Corrugated High-Density Polyethylene Pipe: Laboratory Testing and Two-Dimensional Analysis to Develop Limit States Design

Abstract

Baseline data on buried thermoplastic pipe behavior under biaxial loading have been developed in a controlled laboratory environment. Deflections and local wall strains of a lined corrugated high-density polyethylene pipe were determined. Use of the finite element method and simplified design equations was then evaluated relative to the laboratory measurements. Measurements of soil response during the tests were used to evaluate the constitutive response for the soil.
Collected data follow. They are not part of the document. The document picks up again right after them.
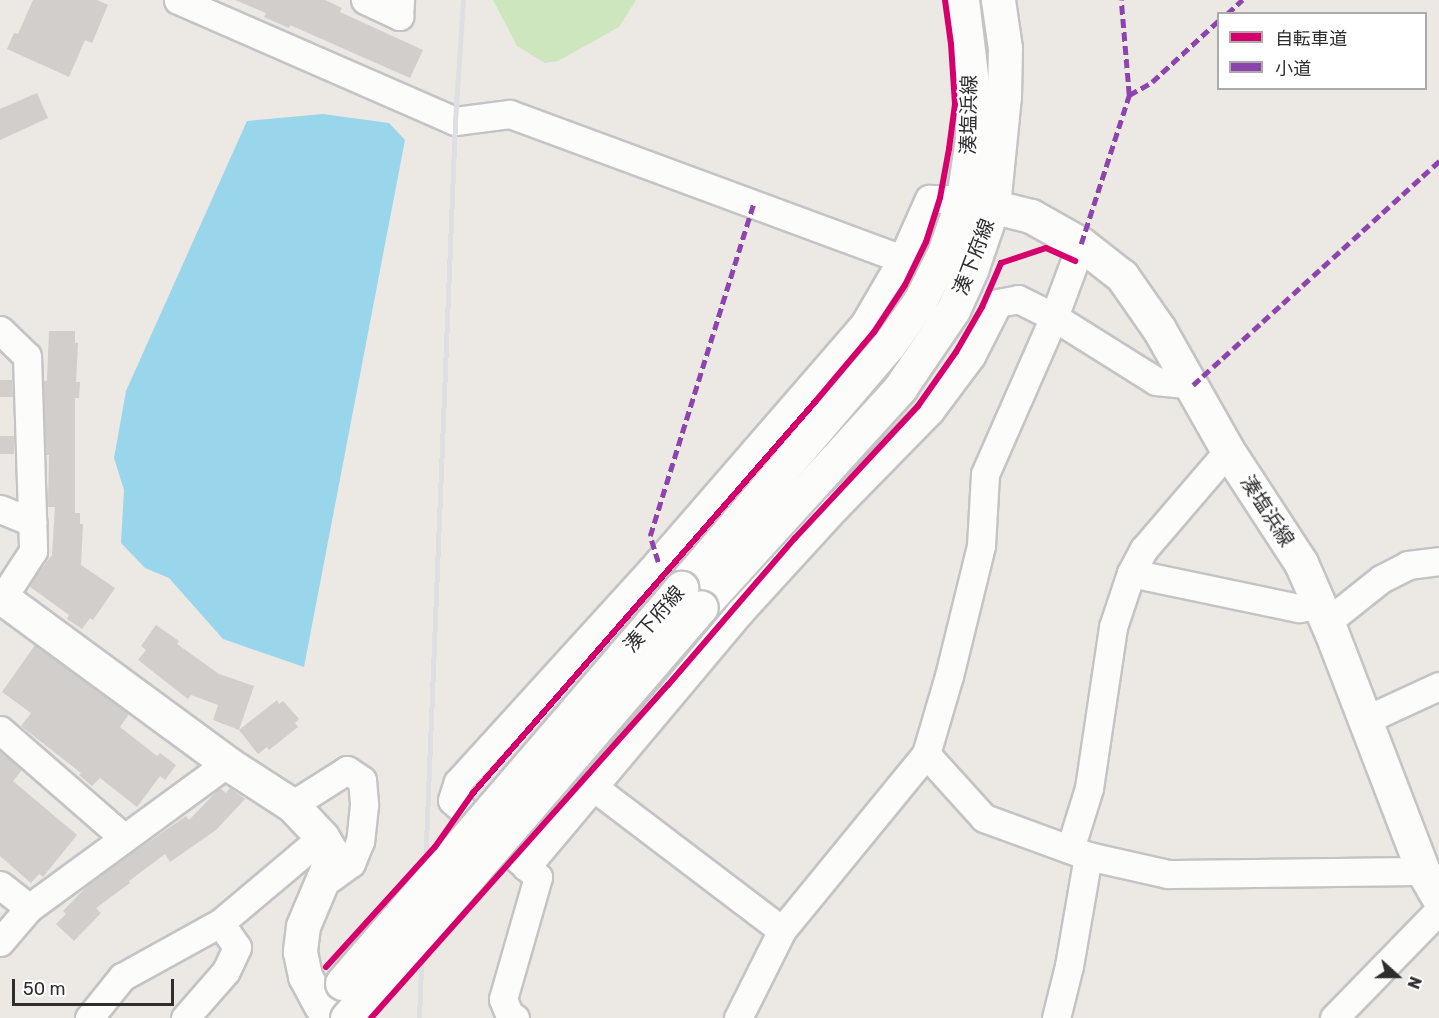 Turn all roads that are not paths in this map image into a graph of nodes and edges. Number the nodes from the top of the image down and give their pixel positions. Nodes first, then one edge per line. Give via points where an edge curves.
1 (178, 0) edge
2 (365, 0) edge
3 (400, 0) edge
4 (962, 0) edge
5 (998, 0) edge
6 (978, 202) junction
7 (1081, 244) junction
8 (902, 259) junction
9 (1054, 317) junction
10 (0, 330) edge
11 (1193, 385) junction
12 (1228, 451) junction
13 (0, 509) edge
14 (32, 522) junction
15 (1439, 561) edge
16 (1131, 573) junction
17 (2, 597) edge
18 (1323, 614) junction
19 (1439, 686) edge
20 (1365, 720) junction
21 (0, 730) edge
22 (926, 754) junction
23 (227, 763) junction
24 (592, 786) junction
25 (292, 805) junction
26 (123, 837) junction
27 (322, 837) junction
28 (1079, 852) junction
29 (526, 867) junction
30 (322, 884) junction
31 (0, 885) edge
32 (1431, 885) edge
33 (29, 908) junction
34 (1439, 910) edge
35 (220, 923) junction
36 (782, 930) junction
37 (0, 942) edge
38 (330, 1006) edge
39 (89, 1018) edge
40 (184, 1018) edge
41 (514, 1018) edge
42 (738, 1018) edge
43 (1056, 1018) edge
44 (1334, 1018) edge

1 - 8 street via 455,121 510,114
2 - 3 street via 399,16
4 - 6 main road, 湊塩浜線
5 - 6 main road, 湊塩浜線 via 1005,48 1004,96
6 - 7 main road, 湊塩浜線 via 1031,216
6 - 8 street via 929,199
6 - 38 main road, 湊下府線, bridge via 972,270 953,310 900,388 691,597
7 - 9 street
7 - 11 main road, 湊塩浜線 via 1122,276
8 - 29 street via 864,324 658,562 458,782 452,800
9 - 11 street via 1156,381
9 - 22 street via 984,474 981,546
9 - 24 street via 1018,299 998,303 971,356 930,411 740,612
10 - 14 street via 27,356
11 - 12 main road, 湊塩浜線
12 - 16 street via 1144,549
12 - 18 main road, 湊塩浜線 via 1301,562
13 - 14 street
14 - 17 street via 33,552
15 - 18 street via 1408,565
16 - 18 street
16 - 28 street via 1113,627
17 - 23 main road
18 - 20 main road, 湊塩浜線
19 - 20 street
20 - 32 main road, 湊塩浜線
21 - 26 street
22 - 28 street via 984,818
22 - 36 street
23 - 25 main road
23 - 26 street
24 - 29 street
24 - 36 street
25 - 27 main road
25 - 30 street via 347,770 362,780 360,841 351,863
26 - 33 street
27 - 30 main road via 333,855
27 - 35 street
28 - 32 street via 1168,874
28 - 43 street via 1069,966
29 - 41 street via 538,877 503,999
30 - 38 main road via 303,926 300,952 305,975
31 - 33 street
33 - 37 street
34 - 44 street
35 - 39 street via 122,977
35 - 40 street via 237,947 226,971
36 - 42 street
The comparisons reveal that the two-dimensional finite element method can effectively be used to predict pipe deflections and circumferential strains in the corrugation, given that appropriate material parameters are used. Liner strains, however, are influenced by local bending, so that three-dimensional analysis is required. The simplified design methods were shown to be effective tools for pipe design. A strain factor of three in the semiempirical equation for circumferential bending strain appears to be reasonable for pipes buried in uniform ground. The finite element method was then used to study lined corrugated pipe response when the zones of backfill placed beneath the haunches have low density and modulus. These alter the location of the peak strains, may significantly increase the magnitude of the circumferential strains and the strain factor, and induce yield at the extreme fibers.